ROUTLEDGE: Well, I mentioned this before, but I think it’s worth emphasizing, which is the biggest predictor of meaning or a feeling like your life has meaning is a sense of mattering, that you matter. In fact, a strong predictor of the desire to die by suicide is feeling like you’re a burden on others and a burden on society, which is the opposite of mattering. It’s like, “Not only do I not matter, I’m actually getting in the way of things.” Feeling like you matter is a big thing. Well, what makes people feel like they matter?
Well, it’s that we’re in a relationship in which I’m being counted on, I can be relied upon, that I have a duty. One of the problems I think with this new-age spirituality of “I just want to live my best life and figure out my true self”—and I’m not saying there’s nothing to the idea of authenticity or figuring out who you are—is that when that becomes the foundation or an all-encompassing spiritual worldview, then that disconnects you from the social duties that are the exact things that make you feel like you matter.
If you’re just sitting around reflecting on your own true self, you don’t matter. If you go to a church or to a mosque or a synagogue and people are counting on you to do things and you’re part of something, then you matter, and you’ll obviously be aware of that. Part of this is an issue that is often uncomfortable for people in the more freedom, libertarian movement or classical liberal movements.
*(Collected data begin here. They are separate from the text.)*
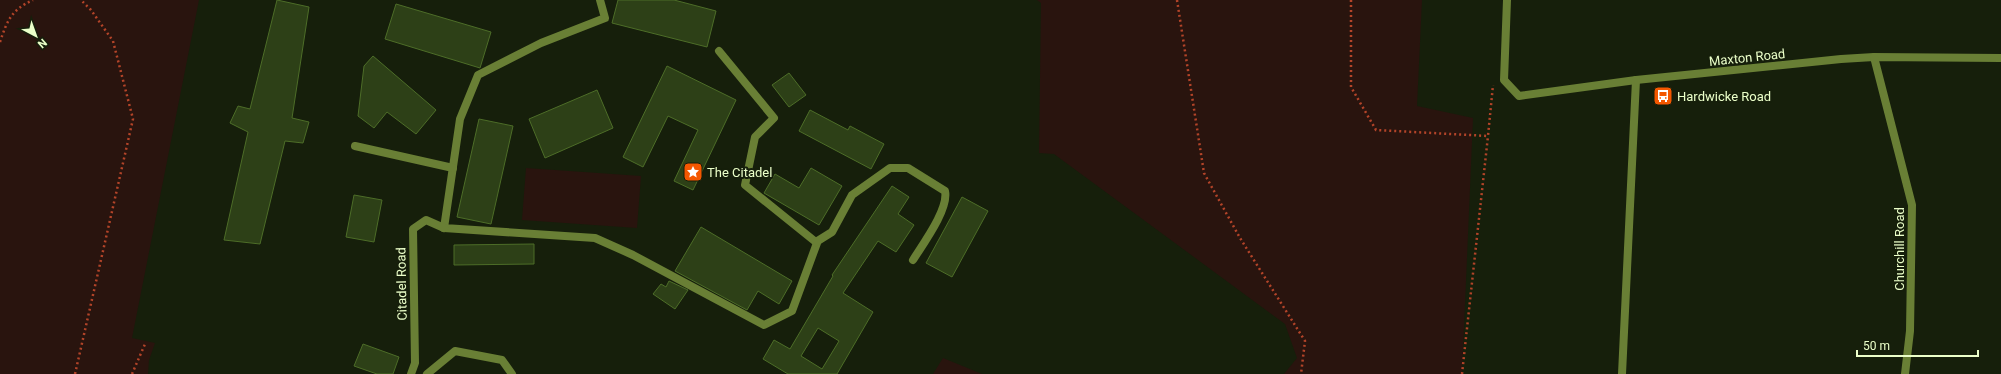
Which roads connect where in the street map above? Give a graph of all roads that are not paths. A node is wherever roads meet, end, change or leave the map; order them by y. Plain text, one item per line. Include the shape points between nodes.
1 (600, 0) edge
2 (1507, 0) edge
3 (719, 50) dead end
4 (1874, 57) junction
5 (2001, 58) edge
6 (1636, 80) junction
7 (355, 146) dead end
8 (453, 168) junction
9 (444, 228) junction
10 (816, 242) junction
11 (913, 260) dead end
12 (411, 374) edge
13 (427, 374) edge
14 (512, 374) edge
15 (1622, 374) edge
16 (1905, 374) edge

1 - 8 street via 605,18 541,43 478,75 460,119
2 - 6 street, Maxton Road via 1504,80 1520,96
3 - 10 street via 774,118 755,137 745,185
4 - 5 street, Maxton Road
4 - 6 street, Maxton Road
4 - 16 street, Churchill Road via 1912,205 1910,330
6 - 15 street
7 - 8 street
8 - 9 street
9 - 10 street via 595,238 633,255 764,325 792,311
9 - 12 street, Citadel Road via 426,220 413,229 415,363
10 - 11 street via 832,232 852,195 865,184 890,168 908,168 945,191 947,199 935,225
13 - 14 street via 455,352 502,360

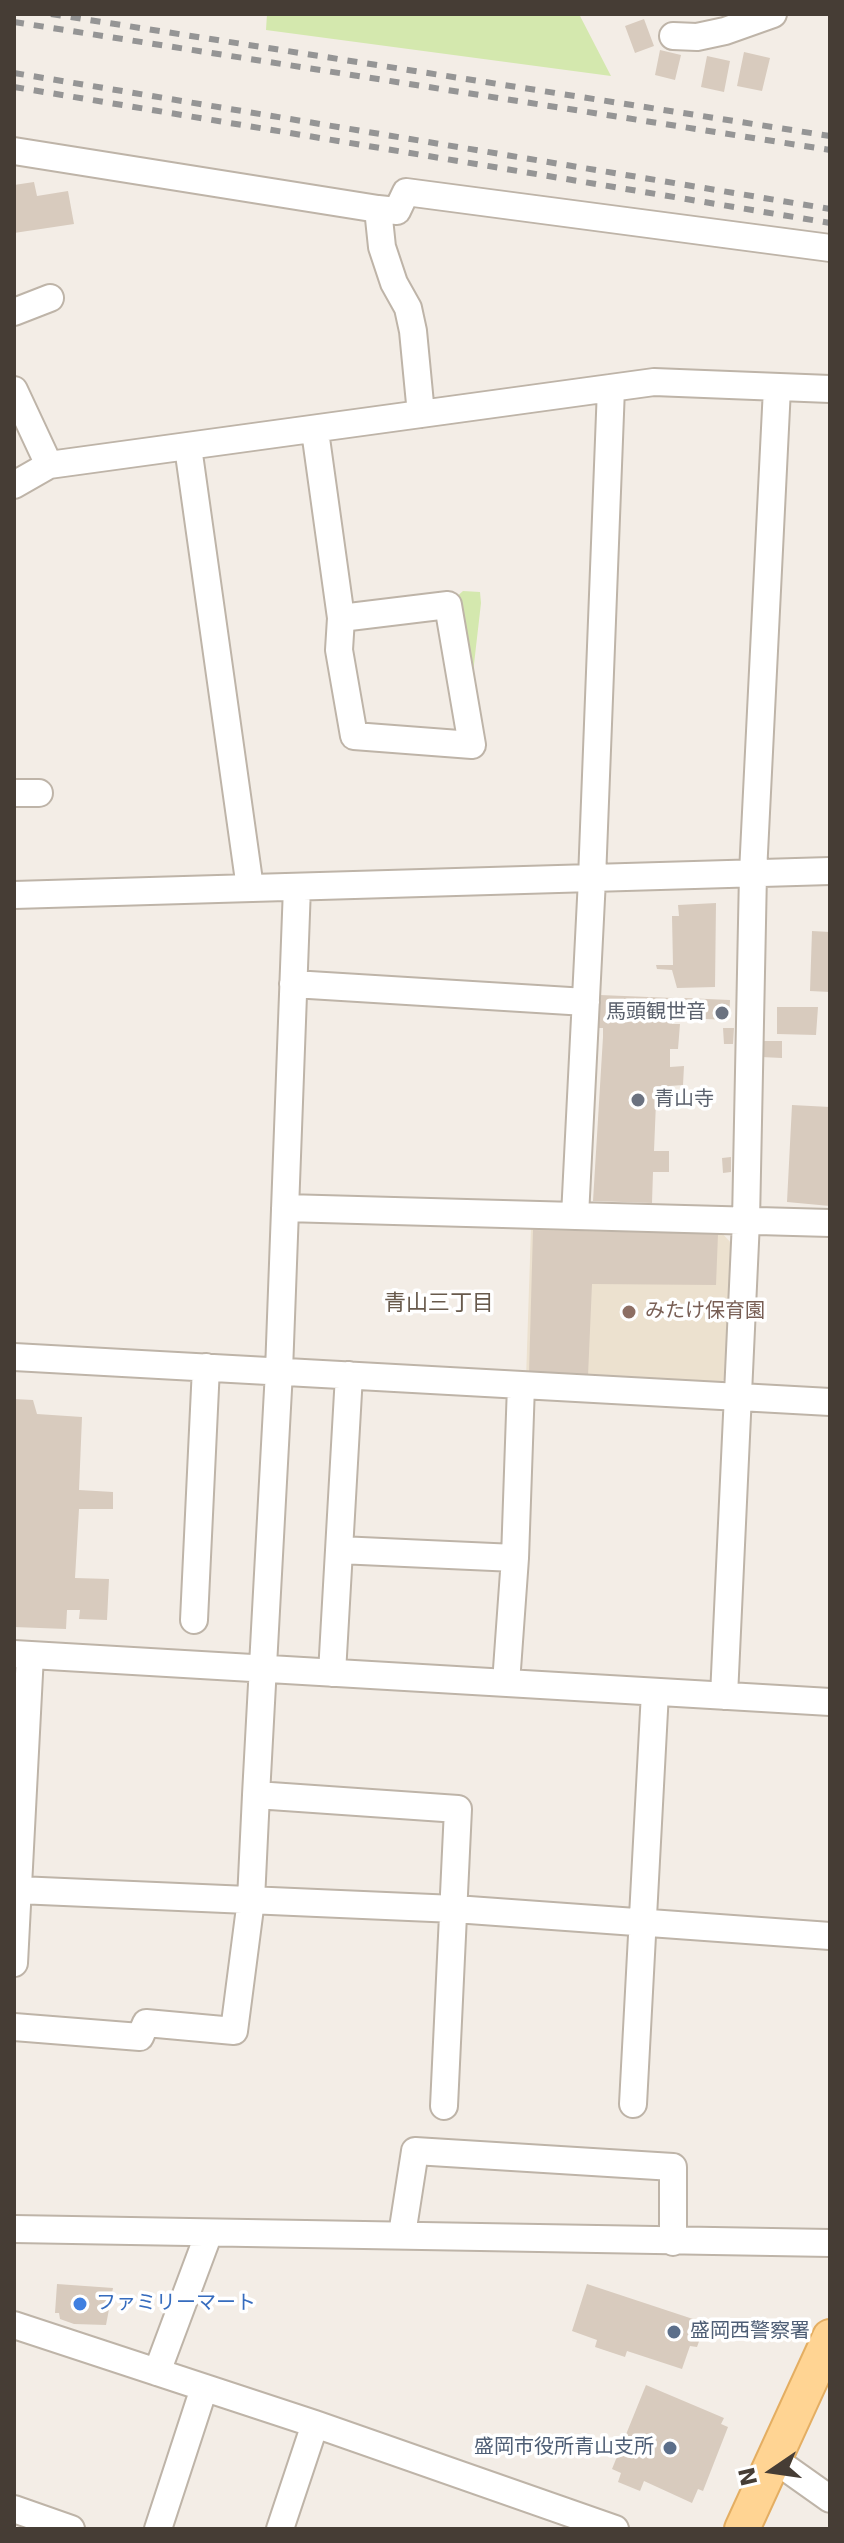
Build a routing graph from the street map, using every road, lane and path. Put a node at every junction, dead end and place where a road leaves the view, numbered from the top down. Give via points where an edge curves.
1 (773, 14) edge
2 (736, 20) edge
3 (673, 36) dead end
4 (14, 151) edge
5 (378, 209) junction
6 (830, 248) edge
7 (50, 298) dead end
8 (14, 312) edge
9 (611, 388) junction
10 (777, 388) junction
11 (830, 389) edge
12 (14, 390) edge
13 (421, 414) junction
14 (315, 431) junction
15 (188, 447) junction
16 (49, 465) junction
17 (14, 485) edge
18 (341, 618) junction
19 (830, 871) edge
20 (753, 873) junction
21 (592, 879) junction
22 (297, 887) junction
23 (250, 888) junction
24 (14, 895) edge
25 (293, 984) junction
26 (586, 1002) junction
27 (285, 1208) junction
28 (575, 1216) junction
29 (746, 1221) junction
30 (830, 1223) edge
31 (14, 1357) edge
32 (206, 1367) junction
33 (279, 1371) junction
34 (349, 1375) junction
35 (521, 1385) junction
36 (738, 1397) junction
37 (830, 1402) edge
38 (339, 1550) junction
39 (515, 1558) junction
40 (194, 1620) dead end
41 (22, 1655) edge
42 (264, 1669) junction
43 (332, 1673) junction
44 (506, 1683) junction
45 (655, 1692) junction
46 (724, 1696) junction
47 (830, 1702) edge
48 (256, 1795) junction
49 (18, 1890) junction
50 (251, 1900) junction
51 (455, 1909) junction
52 (643, 1922) junction
53 (830, 1936) edge
54 (14, 1963) edge
55 (14, 2027) edge
56 (633, 2104) dead end
57 (444, 2106) dead end
58 (403, 2228) dead end
59 (14, 2229) edge
60 (209, 2233) junction
61 (673, 2242) junction
62 (830, 2243) edge
63 (14, 2325) edge
64 (830, 2337) edge
65 (157, 2372) junction
66 (824, 2372) edge
67 (204, 2388) junction
68 (315, 2424) junction
69 (775, 2460) junction
70 (830, 2499) edge
71 (20, 2517) edge
72 (71, 2529) edge
73 (158, 2529) edge
74 (280, 2529) edge
75 (615, 2529) edge
76 (742, 2529) edge

1 - 2 street
2 - 3 street via 697,37
4 - 5 street
5 - 6 street via 397,211 406,192
5 - 13 street via 382,247 413,331
7 - 8 street
9 - 10 street via 654,382
9 - 13 street
9 - 21 street
10 - 11 street
10 - 20 street
12 - 16 street
13 - 14 street
14 - 15 street
14 - 18 street
15 - 16 street
15 - 23 street
16 - 17 street
18 - 18 street via 448,605 472,745 354,736 339,650
19 - 20 street
20 - 21 street
20 - 29 street
21 - 22 street
21 - 26 street
22 - 23 street
22 - 25 street
23 - 24 street
25 - 26 street
25 - 27 street
26 - 28 street
27 - 28 street
27 - 33 street
28 - 29 street
29 - 30 street
29 - 36 street
31 - 32 street
32 - 33 street
32 - 40 street
33 - 34 street
33 - 42 street
34 - 35 street
34 - 38 street
35 - 36 street
35 - 39 street
36 - 37 street
36 - 46 street
38 - 39 street
38 - 43 street
39 - 44 street
41 - 42 street
41 - 49 street
42 - 43 street
42 - 48 street
43 - 44 street
44 - 45 street
45 - 46 street
45 - 52 street
46 - 47 street
48 - 50 street
48 - 51 street via 458,1809
49 - 50 street
49 - 54 street
50 - 51 street
50 - 55 street via 234,2031 146,2023 140,2037
51 - 52 street
51 - 57 street
52 - 53 street
52 - 56 street
58 - 61 street via 415,2151 673,2167
59 - 60 street
60 - 61 street
60 - 65 street
61 - 62 street
63 - 65 street
64 - 66 main road
65 - 67 street
66 - 69 main road
67 - 68 street
67 - 73 street
68 - 74 street
68 - 75 street
69 - 70 street
69 - 76 main road
71 - 72 street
I think part of this is a challenge of individualism, and the United States is the most individualistic country in the world. I say that as a psychologist. Within cultural psychology when they measure these things, the U.S. ranks at the top of individualism. That’s something to celebrate in a lot of ways because it means that we have a very strong emphasis on individual liberty and a very strong interest in individual potential, that people can find what their purpose is and pursue it.
That’s great. One of the vulnerabilities it can create is when, if that is not in any way balanced by religion or something else that pulls you back to the group, that pulls you back to something beyond the self, that individualism has the potential to take people down a more narcissistic path.
I think a lot of these new-age religious beliefs, they’re ultimately very narcissistic. They’re very much about living my best life. And if you look at traditional religions, not to say they haven’t caused any problems, but you’ll see more of not how do I live my best life, but more of how do I do my duty, and how do I submit to something bigger than myself. In a secular society, those are things that—I’ve talked to groups about some of this research, and people really don’t like the idea of you should submit to something.
People really don’t like the idea of saying you have a duty, and maybe it doesn’t matter what you think or what you want in every circumstance. Maybe there are circumstances in which you say, “You know what, this is not what I want to do, but this is what I should do.” I think in some ways that is lost in these new-age religions that are very much a product of extreme individualism.
A part of the problem is when you say “individual” and people assume that you’re talking about a political order of saying, “Well, so what, you want communism or socialism?” No, I’m talking about a psychological thing that obviously relates to these other issues, to these political issues. There is something about extreme individualism that cuts you off. In a way, it’s self-destructive to meaning because if you’re so individualistic that you have no duties to others, then that means they don’t have any duty to you. All of a sudden you don’t really have a purpose beyond yourself. That’s not a path to transcendence or to a larger, more enduring sense of meaning.
KLUTSEY: Fantastic. Well, I think this is a good place to bring the conversation to an end. Clay, thank you so much for joining us. This has been a very, very fruitful and insightful conversation. Appreciate it.
ROUTLEDGE: Yes. Thanks, Ben. It’s been great and a joy to talk to you.